··· GIVEN RECORDS

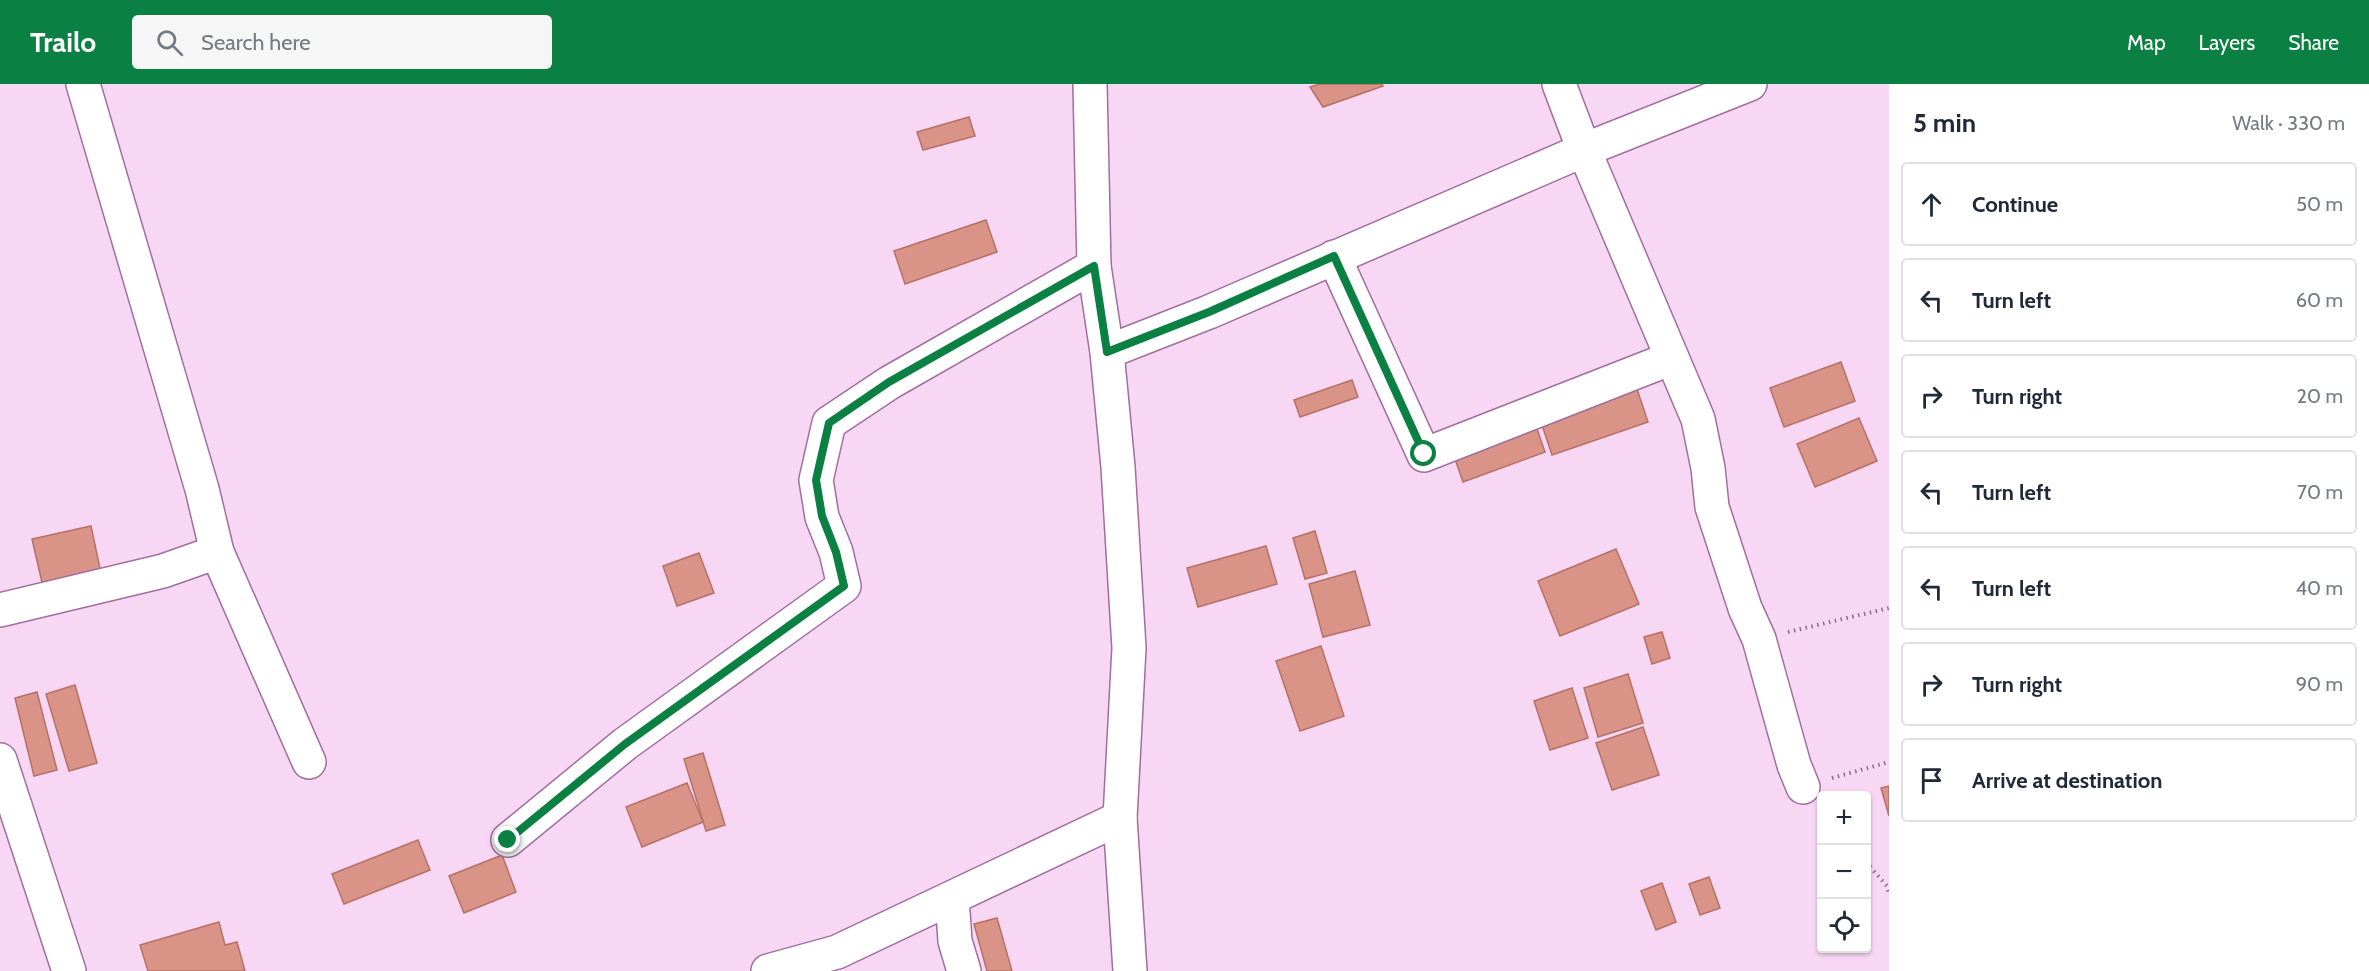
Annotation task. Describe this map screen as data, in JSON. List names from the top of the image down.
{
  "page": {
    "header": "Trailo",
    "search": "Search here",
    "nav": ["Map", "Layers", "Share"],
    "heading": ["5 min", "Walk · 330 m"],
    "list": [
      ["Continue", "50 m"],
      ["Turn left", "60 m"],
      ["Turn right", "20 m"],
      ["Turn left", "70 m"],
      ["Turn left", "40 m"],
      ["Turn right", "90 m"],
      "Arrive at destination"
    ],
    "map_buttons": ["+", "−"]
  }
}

······

» TRY IT: From the first line to the last, repeat the data above exactly and leave the pictures out.

» TASK RESPONSE:
Annotation task. Describe this map screen as data, in JSON. List names from the top of the image down.
{
  "page": {
    "header": "Trailo",
    "search": "Search here",
    "nav": ["Map", "Layers", "Share"],
    "heading": ["5 min", "Walk · 330 m"],
    "list": [
      ["Continue", "50 m"],
      ["Turn left", "60 m"],
      ["Turn right", "20 m"],
      ["Turn left", "70 m"],
      ["Turn left", "40 m"],
      ["Turn right", "90 m"],
      "Arrive at destination"
    ],
    "map_buttons": ["+", "−"]
  }
}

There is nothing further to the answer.